Despite the Union Jack-emblazoned jacket, Dante is not an accurate representation of the UK's general populace |
Where you fight is just as impressive as the fighting itself, as Dante finds himself battling through limbo. This isn't a grey and miserable interpretation of purgatory that is found in most other places, but a reality-bending interpretation, where limbo simply represents a warped mirror on our own world, allowing Ninja Theory to exercise no creative caution with their level design. You go from fire-and-brimstone variants of hell with a rock backing-track, to Tron-like sequences inside a television studio, where electronic music fills your ears.
It's fantastically varied and while the constant shift in environment has the potential to provide an anarchic and ultimately dizzying change of direction, the limbo justification provides just enough thread to tie everything together without making you question it.
The visual design is also the only thing that saves boss fights from being exercises in tedium.
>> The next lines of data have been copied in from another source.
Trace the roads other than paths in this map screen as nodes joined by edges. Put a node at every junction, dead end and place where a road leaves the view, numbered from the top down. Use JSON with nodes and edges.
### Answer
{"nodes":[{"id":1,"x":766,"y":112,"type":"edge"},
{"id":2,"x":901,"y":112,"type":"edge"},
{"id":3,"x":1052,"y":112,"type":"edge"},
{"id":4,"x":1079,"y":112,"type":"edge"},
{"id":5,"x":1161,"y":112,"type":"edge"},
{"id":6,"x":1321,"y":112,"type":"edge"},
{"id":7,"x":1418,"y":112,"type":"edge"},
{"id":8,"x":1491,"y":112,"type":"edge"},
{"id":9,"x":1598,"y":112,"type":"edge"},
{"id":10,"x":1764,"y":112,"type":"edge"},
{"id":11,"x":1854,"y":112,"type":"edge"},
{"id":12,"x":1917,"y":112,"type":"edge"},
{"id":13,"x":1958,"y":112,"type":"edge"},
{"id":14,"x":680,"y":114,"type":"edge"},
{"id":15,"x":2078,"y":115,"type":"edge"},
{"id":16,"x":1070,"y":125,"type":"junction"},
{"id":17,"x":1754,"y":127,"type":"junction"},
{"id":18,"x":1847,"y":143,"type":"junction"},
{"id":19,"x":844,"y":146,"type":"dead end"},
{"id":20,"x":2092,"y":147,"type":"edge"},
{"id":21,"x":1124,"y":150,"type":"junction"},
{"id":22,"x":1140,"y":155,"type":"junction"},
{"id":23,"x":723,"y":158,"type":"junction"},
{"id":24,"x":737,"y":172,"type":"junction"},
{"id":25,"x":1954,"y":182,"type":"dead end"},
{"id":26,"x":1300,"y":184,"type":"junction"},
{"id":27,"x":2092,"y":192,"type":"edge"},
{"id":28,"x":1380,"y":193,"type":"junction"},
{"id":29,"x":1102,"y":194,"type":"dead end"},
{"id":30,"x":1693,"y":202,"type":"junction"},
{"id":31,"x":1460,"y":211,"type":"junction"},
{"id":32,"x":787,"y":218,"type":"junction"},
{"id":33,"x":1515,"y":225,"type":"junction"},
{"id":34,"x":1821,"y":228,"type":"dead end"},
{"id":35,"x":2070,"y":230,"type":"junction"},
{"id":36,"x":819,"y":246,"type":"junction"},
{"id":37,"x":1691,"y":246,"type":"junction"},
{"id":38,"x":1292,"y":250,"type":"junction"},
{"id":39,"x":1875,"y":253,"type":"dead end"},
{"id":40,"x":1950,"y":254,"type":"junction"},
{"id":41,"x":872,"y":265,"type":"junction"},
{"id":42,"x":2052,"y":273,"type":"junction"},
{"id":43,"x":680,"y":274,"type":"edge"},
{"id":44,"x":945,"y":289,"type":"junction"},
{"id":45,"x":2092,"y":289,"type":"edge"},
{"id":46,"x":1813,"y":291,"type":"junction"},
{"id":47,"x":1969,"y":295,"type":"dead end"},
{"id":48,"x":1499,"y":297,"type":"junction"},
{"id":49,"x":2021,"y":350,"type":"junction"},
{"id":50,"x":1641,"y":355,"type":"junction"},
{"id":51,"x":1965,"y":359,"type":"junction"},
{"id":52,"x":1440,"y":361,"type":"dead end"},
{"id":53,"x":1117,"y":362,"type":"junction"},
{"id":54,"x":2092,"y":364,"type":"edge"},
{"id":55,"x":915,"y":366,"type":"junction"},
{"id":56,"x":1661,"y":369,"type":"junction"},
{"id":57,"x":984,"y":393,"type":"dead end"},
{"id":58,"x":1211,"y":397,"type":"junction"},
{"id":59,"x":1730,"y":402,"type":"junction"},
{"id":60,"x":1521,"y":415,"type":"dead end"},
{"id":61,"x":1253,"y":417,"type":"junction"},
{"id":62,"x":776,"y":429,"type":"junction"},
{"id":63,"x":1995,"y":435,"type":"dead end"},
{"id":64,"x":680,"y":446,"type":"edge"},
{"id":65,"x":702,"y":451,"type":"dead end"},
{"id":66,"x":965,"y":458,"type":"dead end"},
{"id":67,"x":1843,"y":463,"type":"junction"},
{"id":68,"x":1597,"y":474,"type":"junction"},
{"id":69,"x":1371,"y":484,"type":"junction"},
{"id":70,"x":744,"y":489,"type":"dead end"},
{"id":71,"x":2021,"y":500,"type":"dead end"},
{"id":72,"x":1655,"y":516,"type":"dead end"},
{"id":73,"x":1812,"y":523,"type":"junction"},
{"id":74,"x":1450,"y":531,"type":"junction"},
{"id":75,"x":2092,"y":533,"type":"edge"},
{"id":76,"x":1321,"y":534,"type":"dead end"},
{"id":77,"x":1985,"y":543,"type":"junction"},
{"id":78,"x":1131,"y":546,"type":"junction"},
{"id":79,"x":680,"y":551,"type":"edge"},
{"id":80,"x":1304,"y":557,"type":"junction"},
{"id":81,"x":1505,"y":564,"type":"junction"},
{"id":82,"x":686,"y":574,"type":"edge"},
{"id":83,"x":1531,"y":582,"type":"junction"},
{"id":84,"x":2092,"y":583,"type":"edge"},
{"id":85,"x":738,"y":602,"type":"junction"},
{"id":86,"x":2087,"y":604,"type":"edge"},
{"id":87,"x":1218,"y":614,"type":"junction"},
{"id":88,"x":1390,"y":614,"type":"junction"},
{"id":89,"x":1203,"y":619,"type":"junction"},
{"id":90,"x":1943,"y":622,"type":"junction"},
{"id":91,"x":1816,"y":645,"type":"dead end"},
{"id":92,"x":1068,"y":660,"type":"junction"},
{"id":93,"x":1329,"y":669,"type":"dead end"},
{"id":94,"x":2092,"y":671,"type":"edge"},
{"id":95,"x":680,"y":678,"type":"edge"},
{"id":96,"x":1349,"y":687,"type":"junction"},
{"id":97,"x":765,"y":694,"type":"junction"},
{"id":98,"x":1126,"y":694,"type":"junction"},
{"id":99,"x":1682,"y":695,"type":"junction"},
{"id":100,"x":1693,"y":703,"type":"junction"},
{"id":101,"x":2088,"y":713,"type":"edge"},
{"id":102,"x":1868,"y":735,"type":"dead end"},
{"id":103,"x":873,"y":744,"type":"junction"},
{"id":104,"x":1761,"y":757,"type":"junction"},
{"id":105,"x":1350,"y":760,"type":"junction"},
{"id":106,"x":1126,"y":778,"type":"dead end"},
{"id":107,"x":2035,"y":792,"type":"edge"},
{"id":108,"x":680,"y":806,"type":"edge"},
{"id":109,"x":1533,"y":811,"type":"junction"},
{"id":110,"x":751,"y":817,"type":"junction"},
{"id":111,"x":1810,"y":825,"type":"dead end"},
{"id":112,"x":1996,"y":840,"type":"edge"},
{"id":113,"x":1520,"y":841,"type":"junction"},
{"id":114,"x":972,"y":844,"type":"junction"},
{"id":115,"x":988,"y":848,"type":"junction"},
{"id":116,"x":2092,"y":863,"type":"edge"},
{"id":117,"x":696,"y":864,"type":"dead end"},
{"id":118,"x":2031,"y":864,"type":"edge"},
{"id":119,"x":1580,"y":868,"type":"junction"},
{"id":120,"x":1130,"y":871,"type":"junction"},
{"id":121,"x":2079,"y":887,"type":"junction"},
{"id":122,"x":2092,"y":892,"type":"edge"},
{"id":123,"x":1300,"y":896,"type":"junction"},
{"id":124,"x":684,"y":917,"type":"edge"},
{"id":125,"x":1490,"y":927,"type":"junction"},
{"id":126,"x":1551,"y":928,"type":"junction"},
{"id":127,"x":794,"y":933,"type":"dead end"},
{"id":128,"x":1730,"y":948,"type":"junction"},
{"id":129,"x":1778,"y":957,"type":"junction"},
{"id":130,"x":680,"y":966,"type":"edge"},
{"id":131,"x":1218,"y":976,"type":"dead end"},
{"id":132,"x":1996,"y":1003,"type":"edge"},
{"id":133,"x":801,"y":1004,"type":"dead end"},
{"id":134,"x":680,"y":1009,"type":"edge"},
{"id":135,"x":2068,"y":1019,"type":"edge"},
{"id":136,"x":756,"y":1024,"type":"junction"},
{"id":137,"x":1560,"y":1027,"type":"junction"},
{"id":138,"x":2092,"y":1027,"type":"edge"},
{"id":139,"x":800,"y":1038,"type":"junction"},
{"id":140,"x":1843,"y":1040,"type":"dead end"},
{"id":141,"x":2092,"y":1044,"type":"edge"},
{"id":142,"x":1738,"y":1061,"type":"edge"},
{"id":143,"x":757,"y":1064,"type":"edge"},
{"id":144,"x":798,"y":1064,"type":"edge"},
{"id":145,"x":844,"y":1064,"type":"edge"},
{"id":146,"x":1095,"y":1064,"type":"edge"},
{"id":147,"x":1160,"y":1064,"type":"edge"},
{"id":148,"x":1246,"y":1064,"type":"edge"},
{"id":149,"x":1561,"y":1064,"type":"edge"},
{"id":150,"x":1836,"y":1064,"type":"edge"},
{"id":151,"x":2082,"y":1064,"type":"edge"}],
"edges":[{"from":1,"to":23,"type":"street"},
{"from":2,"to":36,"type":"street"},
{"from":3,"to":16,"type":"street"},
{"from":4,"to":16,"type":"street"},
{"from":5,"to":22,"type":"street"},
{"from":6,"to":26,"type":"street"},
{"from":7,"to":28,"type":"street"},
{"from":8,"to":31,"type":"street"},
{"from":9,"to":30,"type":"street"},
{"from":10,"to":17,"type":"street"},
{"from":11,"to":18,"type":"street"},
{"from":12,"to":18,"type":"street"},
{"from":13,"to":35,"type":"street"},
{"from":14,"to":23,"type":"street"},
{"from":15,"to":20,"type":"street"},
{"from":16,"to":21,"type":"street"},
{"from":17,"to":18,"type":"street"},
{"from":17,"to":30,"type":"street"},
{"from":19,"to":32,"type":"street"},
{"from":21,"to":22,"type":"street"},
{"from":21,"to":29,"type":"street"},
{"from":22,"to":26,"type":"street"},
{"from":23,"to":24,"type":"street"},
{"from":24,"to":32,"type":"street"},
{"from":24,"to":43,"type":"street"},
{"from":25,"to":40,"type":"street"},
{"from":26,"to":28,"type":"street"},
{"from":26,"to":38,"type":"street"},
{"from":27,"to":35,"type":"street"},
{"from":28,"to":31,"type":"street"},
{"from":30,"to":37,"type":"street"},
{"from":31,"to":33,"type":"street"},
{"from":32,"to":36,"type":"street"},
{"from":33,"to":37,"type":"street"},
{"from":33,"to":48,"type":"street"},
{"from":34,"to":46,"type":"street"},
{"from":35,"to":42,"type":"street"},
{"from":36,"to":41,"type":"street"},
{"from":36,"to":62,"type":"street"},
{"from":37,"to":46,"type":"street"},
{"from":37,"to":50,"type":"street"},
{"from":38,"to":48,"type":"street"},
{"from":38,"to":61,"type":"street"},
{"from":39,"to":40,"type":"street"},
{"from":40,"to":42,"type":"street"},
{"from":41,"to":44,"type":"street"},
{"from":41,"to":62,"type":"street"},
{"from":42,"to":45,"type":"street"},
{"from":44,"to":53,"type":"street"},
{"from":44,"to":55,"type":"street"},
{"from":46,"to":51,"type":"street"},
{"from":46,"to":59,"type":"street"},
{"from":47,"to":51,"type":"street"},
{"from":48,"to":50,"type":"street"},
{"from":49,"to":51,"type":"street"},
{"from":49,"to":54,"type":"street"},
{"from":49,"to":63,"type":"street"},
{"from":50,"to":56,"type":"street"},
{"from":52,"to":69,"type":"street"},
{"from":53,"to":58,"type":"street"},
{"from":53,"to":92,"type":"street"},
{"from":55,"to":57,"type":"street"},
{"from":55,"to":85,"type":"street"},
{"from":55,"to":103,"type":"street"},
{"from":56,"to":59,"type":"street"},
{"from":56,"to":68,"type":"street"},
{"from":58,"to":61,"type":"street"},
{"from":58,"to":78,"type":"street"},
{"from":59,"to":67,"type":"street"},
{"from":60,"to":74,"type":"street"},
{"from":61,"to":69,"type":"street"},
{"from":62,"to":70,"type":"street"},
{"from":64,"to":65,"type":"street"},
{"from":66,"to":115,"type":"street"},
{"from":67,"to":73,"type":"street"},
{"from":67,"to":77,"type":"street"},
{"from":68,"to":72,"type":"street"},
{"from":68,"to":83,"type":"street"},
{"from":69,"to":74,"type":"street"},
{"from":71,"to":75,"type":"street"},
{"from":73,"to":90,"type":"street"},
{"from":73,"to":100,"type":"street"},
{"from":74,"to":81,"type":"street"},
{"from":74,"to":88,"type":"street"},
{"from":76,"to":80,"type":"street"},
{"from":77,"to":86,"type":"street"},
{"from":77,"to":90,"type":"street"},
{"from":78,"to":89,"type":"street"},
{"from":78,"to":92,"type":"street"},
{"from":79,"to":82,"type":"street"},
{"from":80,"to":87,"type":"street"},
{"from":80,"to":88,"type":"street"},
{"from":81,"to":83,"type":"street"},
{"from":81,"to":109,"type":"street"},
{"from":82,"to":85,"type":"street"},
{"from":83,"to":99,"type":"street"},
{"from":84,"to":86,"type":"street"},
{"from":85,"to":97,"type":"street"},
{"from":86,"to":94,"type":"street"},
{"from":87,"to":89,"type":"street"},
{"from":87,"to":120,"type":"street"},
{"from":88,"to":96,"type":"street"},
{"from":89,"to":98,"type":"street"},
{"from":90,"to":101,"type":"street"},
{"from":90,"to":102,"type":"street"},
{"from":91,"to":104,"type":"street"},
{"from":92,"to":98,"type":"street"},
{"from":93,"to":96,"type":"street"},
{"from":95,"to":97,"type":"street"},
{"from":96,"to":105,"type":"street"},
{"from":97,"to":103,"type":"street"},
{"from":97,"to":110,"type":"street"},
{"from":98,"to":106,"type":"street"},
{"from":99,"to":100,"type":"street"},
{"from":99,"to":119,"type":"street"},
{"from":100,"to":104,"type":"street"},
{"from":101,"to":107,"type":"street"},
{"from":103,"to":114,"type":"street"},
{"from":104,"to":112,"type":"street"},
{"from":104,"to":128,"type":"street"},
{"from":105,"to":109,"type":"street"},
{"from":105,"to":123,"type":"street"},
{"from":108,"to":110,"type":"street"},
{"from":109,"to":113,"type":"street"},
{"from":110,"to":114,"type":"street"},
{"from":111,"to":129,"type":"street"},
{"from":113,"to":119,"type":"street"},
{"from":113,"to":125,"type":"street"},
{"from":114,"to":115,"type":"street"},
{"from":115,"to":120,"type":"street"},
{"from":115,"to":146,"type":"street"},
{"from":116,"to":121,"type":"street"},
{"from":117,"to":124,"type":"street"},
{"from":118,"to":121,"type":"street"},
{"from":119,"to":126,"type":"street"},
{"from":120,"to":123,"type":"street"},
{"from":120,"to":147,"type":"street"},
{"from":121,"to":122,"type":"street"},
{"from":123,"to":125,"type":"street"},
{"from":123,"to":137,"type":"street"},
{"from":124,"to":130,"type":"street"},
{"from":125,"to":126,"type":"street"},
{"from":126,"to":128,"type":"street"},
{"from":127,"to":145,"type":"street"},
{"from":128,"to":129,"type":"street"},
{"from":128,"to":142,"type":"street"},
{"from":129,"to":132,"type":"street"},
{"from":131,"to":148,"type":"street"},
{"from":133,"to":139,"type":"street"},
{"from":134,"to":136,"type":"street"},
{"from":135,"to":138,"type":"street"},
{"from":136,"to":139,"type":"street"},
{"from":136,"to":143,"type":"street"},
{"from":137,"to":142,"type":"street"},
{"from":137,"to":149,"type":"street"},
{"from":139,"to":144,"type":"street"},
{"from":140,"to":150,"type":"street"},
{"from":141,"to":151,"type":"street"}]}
They follow your basic boss-fight structure: learn an attack pattern; dodge said pattern until you can expose and attack a weak spot; rinse and repeat when the boss enters a new phase until it's lying dead on the floor, but while the combat borders on repetitiveness in these segments, fighting a giant demonic baby or a huge, holographic anchor man's head keeps it interesting.
Dante is the same old Dante, even in spite of a new haircut and punk-ish dress code. Killing demons to him is just something that's there to be done, and every foe is dispatched with a nonchalant quip that Arnie himself would be proud of penning. His attitude is balanced by super-serious twin-brother Vergil, while humanity's sole good representative in proceedings, Kat, adds an extra dimension to Dante, allowing both characters to throw exposition off one another, while also providing a bit more emotional motivation than just the core save-humanity/revenge storyline.
While it's mostly positive, there are a few problems - the biggest being that it almost suffers from its own damn sense of cool, tantalising you with fantastic set-pieces that showcase Dante as the epitome of effortless bad-assery, but always taking the best bits out of your grasp and saving them for cutscenes - it's perhaps one of the few occasions where I've found myself wishing there were QTEs present, as in such a cutscene-heavy game it would've been nice to have been given the opportunity to feel like you're more in control of Dante's coolest moments.
There's something vaguely familiar about Dante's look in Devil Trigger mode... |
The story itself is also predictable, and while it makes an attempt at providing some sort of critique on modern society, it feels lazily done, and doesn't say anything that hasn't been said a thousand times before and in a thousand better ways. However, it's not really supposed to be taken seriously, and much of it is self-evidently camp, providing a tale of revenge and global conspiracy, without ever becoming needlessly convoluted.
Platform Played: Xbox 360
DMC: DEVIL MAY CRY VERDICT
For my reckoning, Devil May Cry fans do not have anything to fear. DmC does a fantastic job of being immediately recognisable as a game belonging to the franchise, while also providing an experience that will introduce those unfamiliar to it. It’s sleek and cool, providing a frantic and flowing combat system that underlies and defines it from the get-go. Dante doesn’t just look cooler, he plays cooler, and this may well be the series’ finest hour.
TOP GAME MOMENT
Smashing in the digitised face of the oh-so-smug digitised anchorman with a effortless quip.